**** Data to process
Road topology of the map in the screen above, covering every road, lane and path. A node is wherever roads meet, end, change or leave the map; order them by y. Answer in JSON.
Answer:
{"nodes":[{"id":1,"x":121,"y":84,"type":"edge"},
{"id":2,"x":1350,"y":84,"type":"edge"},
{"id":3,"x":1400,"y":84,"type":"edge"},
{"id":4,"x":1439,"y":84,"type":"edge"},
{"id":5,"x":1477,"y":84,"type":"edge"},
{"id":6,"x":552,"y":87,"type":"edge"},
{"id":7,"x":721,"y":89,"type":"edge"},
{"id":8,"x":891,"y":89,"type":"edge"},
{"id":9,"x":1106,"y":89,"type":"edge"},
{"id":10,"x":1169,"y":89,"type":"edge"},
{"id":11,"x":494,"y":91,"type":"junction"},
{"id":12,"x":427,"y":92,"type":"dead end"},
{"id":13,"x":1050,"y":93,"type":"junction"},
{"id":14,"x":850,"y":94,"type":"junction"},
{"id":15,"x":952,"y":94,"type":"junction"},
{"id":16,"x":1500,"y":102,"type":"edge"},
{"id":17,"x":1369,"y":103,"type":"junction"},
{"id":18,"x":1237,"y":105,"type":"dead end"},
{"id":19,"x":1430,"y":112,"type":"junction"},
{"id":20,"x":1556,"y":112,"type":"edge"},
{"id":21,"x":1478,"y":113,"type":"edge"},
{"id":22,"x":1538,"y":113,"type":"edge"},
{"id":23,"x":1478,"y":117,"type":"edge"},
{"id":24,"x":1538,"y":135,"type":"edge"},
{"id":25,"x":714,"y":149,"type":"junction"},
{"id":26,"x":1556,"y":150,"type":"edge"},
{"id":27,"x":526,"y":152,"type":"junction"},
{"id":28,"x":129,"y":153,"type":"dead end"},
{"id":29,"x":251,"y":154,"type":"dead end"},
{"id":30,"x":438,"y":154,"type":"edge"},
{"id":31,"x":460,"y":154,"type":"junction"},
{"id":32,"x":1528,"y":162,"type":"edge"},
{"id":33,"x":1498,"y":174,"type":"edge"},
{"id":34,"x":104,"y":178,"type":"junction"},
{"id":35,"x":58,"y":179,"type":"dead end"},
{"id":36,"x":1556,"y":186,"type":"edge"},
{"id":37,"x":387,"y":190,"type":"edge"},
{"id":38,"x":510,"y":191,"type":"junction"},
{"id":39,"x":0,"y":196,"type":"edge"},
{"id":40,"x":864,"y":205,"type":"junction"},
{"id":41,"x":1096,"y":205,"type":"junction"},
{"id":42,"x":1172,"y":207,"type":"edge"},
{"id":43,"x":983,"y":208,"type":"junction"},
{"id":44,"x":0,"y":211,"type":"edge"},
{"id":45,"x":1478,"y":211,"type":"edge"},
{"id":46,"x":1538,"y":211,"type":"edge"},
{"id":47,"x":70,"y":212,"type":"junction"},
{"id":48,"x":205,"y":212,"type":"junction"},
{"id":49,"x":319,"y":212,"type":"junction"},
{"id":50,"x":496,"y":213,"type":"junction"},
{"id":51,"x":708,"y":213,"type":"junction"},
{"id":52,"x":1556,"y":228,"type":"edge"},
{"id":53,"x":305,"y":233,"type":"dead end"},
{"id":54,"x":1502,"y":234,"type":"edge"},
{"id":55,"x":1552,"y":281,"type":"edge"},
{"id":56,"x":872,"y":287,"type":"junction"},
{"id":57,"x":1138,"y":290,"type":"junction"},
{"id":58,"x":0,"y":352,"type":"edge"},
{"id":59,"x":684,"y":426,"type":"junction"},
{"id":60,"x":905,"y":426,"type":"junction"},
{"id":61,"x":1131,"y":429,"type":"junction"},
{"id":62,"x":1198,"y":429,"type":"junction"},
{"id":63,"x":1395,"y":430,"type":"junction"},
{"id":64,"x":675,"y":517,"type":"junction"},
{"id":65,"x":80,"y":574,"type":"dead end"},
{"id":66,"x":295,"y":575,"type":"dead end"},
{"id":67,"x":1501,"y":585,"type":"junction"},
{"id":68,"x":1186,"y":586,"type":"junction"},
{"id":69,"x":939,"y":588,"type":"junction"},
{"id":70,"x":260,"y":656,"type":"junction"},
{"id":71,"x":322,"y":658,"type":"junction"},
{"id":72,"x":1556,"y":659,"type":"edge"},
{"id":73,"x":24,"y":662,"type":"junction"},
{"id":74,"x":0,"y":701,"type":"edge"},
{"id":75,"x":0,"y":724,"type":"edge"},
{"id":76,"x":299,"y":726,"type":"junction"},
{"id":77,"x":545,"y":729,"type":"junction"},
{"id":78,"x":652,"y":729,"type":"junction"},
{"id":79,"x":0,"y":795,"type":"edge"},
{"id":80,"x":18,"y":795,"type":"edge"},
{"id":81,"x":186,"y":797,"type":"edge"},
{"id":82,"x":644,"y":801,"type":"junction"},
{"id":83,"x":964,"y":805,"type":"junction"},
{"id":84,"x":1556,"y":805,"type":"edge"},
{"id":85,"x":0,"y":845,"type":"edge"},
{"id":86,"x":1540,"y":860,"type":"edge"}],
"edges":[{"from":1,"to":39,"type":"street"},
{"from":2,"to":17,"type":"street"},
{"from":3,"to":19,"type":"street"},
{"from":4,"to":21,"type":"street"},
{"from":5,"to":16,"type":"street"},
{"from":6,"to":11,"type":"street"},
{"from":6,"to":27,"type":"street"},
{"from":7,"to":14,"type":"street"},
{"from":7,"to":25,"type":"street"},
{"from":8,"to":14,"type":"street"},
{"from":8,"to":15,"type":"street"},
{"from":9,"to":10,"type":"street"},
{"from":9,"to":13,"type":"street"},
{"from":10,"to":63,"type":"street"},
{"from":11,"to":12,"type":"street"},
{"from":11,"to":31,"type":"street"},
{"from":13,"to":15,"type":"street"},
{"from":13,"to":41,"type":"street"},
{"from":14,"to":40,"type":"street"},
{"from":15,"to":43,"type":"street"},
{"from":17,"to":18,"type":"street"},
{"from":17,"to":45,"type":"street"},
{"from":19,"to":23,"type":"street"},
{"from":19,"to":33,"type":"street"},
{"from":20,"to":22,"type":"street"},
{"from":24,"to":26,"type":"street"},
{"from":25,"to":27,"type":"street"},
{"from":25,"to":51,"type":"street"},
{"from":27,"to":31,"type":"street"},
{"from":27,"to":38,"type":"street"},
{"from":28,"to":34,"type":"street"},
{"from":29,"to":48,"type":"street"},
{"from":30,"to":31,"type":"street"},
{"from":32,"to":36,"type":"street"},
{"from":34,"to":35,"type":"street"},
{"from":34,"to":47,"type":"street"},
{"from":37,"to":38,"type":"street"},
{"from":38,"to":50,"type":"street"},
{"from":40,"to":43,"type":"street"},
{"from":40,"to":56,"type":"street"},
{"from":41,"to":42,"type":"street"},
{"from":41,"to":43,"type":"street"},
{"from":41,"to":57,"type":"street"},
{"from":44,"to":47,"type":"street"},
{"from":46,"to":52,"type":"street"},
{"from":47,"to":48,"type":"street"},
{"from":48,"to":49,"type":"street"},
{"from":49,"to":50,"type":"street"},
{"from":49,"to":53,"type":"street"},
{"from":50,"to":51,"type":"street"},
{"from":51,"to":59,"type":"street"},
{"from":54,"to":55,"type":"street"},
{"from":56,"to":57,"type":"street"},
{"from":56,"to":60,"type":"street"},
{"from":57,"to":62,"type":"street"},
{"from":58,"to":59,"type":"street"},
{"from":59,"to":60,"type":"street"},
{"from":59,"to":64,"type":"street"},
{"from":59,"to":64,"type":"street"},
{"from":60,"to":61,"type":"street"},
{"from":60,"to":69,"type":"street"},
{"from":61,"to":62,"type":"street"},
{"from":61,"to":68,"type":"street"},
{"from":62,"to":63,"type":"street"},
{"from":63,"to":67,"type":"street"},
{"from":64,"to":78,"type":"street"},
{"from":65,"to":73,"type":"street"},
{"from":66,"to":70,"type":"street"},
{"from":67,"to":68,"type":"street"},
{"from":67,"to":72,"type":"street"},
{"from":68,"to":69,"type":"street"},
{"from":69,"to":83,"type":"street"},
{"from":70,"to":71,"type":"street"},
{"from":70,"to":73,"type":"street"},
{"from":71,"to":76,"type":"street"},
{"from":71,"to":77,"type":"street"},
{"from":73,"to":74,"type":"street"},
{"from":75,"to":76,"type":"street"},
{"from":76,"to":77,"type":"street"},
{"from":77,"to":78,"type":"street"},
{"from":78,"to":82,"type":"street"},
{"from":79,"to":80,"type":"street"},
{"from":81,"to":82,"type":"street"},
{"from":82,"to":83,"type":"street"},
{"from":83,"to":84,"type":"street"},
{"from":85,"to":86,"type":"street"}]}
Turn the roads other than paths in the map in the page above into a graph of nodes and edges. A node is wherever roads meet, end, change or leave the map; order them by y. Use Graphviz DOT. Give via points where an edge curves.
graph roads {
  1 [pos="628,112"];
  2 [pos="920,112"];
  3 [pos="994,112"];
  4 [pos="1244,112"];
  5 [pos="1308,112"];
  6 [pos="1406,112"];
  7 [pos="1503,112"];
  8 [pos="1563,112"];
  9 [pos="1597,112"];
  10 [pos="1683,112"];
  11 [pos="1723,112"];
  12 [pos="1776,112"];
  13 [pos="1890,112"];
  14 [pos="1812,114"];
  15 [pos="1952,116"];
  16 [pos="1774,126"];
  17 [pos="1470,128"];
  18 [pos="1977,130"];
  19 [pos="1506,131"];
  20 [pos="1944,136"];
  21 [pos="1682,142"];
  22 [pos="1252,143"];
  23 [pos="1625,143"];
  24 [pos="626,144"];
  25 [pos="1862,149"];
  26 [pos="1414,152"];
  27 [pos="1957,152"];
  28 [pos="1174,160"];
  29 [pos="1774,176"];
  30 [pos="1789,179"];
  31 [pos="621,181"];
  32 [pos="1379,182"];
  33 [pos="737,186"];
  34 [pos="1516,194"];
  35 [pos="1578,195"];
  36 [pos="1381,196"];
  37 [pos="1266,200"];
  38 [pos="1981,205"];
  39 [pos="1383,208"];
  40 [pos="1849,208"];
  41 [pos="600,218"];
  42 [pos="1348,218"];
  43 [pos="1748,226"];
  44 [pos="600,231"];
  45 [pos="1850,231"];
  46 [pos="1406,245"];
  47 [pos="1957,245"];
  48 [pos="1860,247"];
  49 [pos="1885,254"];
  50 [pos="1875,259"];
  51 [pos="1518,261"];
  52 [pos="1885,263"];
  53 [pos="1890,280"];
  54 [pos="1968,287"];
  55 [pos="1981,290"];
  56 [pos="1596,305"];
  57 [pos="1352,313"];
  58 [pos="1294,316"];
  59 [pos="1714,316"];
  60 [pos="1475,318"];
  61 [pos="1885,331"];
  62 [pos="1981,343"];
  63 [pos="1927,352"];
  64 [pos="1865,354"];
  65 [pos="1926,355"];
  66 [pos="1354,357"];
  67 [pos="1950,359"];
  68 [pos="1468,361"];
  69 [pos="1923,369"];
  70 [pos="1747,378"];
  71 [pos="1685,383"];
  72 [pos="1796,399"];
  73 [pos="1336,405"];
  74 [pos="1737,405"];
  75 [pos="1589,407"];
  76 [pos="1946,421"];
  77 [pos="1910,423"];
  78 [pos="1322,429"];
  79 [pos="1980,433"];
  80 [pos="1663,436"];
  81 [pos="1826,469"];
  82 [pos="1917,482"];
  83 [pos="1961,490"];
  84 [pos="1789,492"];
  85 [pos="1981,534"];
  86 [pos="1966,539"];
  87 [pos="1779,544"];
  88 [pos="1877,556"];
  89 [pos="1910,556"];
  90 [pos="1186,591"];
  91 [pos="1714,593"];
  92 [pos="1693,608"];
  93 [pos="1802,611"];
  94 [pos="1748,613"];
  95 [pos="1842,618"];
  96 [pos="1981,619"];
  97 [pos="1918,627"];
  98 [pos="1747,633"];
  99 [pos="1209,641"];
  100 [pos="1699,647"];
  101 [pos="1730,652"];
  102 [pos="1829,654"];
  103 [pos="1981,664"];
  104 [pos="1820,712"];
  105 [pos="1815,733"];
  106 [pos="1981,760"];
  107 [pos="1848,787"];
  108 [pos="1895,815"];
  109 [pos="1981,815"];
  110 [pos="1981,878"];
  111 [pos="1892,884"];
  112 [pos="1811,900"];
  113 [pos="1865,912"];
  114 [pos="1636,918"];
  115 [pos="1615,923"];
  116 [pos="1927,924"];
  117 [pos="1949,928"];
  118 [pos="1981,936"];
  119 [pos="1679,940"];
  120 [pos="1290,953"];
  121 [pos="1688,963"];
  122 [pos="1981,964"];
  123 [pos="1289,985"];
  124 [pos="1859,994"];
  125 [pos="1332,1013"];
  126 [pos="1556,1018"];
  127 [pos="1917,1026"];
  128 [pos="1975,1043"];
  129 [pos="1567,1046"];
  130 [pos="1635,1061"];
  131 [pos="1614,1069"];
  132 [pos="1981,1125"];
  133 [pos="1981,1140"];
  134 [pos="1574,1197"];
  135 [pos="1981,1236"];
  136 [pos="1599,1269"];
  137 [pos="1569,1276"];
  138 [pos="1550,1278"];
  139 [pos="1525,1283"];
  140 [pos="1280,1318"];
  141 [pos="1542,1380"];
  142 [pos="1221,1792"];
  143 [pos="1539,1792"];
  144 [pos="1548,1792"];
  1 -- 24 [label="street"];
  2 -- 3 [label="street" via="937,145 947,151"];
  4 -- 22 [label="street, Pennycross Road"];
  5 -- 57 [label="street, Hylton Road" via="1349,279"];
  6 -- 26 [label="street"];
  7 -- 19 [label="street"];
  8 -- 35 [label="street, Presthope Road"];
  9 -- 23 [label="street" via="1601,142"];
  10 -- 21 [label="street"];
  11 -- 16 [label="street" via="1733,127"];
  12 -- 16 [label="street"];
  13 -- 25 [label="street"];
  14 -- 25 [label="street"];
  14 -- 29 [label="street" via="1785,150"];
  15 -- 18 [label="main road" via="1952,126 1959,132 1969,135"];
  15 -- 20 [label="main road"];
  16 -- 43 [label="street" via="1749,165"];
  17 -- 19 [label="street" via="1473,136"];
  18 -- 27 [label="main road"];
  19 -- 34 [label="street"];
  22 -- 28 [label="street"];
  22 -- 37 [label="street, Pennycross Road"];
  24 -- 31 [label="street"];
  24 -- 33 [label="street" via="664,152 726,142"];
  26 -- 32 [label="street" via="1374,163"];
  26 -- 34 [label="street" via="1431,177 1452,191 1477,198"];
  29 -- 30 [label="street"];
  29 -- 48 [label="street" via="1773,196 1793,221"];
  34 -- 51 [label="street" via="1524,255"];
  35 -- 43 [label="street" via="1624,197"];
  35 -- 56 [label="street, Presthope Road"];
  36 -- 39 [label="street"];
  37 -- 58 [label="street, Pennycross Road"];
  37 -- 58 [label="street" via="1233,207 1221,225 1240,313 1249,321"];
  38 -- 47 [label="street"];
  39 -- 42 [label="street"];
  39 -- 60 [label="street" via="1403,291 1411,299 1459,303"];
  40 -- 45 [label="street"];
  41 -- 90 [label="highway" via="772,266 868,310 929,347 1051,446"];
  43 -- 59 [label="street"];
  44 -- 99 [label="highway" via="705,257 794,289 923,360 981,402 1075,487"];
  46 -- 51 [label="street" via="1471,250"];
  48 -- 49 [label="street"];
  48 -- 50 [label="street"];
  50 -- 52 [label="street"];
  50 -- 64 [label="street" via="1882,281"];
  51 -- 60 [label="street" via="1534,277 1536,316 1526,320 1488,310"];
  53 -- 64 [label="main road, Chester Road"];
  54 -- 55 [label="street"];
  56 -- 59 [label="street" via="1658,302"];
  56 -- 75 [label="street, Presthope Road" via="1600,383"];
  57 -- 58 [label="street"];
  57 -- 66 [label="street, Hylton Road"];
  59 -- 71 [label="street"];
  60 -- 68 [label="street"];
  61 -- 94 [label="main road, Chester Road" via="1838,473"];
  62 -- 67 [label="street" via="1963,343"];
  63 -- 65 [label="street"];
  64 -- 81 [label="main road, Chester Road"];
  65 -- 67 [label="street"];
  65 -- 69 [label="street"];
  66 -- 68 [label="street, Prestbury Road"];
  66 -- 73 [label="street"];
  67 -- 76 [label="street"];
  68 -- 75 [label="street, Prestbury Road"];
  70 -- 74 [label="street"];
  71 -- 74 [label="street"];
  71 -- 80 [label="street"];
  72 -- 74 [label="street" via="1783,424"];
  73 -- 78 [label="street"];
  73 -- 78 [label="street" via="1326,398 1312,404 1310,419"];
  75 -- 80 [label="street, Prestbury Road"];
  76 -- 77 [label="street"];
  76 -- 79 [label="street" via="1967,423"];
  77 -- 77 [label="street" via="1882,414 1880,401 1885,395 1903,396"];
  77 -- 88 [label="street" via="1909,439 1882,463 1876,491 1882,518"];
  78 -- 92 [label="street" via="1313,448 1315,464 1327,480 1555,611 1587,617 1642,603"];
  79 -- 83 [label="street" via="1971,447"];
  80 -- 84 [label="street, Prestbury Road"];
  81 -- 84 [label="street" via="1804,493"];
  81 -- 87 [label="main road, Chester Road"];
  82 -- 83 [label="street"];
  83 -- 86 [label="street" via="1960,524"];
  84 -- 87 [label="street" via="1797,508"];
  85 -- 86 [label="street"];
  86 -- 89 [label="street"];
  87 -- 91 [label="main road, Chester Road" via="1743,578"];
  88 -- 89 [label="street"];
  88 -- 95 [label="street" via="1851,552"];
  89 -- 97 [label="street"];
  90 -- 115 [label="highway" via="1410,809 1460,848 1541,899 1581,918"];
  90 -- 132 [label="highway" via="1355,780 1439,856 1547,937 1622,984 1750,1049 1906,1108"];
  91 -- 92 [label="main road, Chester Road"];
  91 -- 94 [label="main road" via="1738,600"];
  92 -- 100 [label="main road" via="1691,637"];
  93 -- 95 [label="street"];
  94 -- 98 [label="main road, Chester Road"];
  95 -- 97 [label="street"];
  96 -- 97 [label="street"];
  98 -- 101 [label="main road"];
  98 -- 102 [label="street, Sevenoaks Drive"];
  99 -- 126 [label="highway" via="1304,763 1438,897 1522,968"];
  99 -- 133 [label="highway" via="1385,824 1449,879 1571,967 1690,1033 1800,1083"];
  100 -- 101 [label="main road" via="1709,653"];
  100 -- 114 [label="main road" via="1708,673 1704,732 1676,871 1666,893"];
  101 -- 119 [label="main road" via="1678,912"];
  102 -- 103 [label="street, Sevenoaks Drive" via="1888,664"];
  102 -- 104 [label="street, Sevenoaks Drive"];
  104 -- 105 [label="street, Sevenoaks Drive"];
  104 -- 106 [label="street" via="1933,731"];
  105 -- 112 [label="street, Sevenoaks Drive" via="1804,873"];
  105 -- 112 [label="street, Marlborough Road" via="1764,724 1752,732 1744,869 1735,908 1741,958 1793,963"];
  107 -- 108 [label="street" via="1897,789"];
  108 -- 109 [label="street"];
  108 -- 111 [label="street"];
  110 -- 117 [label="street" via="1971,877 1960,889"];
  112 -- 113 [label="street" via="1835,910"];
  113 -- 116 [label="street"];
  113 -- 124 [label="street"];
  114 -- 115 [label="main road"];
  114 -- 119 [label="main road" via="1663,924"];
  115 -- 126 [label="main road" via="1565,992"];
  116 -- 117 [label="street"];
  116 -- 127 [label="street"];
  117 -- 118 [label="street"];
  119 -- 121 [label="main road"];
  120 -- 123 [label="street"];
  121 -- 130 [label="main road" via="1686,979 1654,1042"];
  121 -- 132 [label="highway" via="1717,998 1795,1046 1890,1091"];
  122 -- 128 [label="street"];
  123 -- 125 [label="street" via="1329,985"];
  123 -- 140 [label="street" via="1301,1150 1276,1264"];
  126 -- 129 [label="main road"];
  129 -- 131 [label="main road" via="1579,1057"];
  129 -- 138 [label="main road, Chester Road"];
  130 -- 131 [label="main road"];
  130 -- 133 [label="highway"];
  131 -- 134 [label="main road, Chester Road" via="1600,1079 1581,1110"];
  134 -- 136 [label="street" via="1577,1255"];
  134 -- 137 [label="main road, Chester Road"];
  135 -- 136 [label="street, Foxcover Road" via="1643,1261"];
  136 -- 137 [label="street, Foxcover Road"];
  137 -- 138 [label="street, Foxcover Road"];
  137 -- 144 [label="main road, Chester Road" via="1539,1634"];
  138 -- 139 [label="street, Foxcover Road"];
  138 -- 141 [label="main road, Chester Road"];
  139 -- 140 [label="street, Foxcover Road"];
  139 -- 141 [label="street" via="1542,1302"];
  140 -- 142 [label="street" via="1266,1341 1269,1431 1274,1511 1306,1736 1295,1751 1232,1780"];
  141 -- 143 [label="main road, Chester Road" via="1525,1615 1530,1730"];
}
********
> Your instructions: Take every line above that includes the string "wherever" and return it.

> Exercise output:
Road topology of the map in the screen above, covering every road, lane and path. A node is wherever roads meet, end, change or leave the map; order them by y. Answer in JSON.
Turn the roads other than paths in the map in the page above into a graph of nodes and edges. A node is wherever roads meet, end, change or leave the map; order them by y. Use Graphviz DOT. Give via points where an edge curves.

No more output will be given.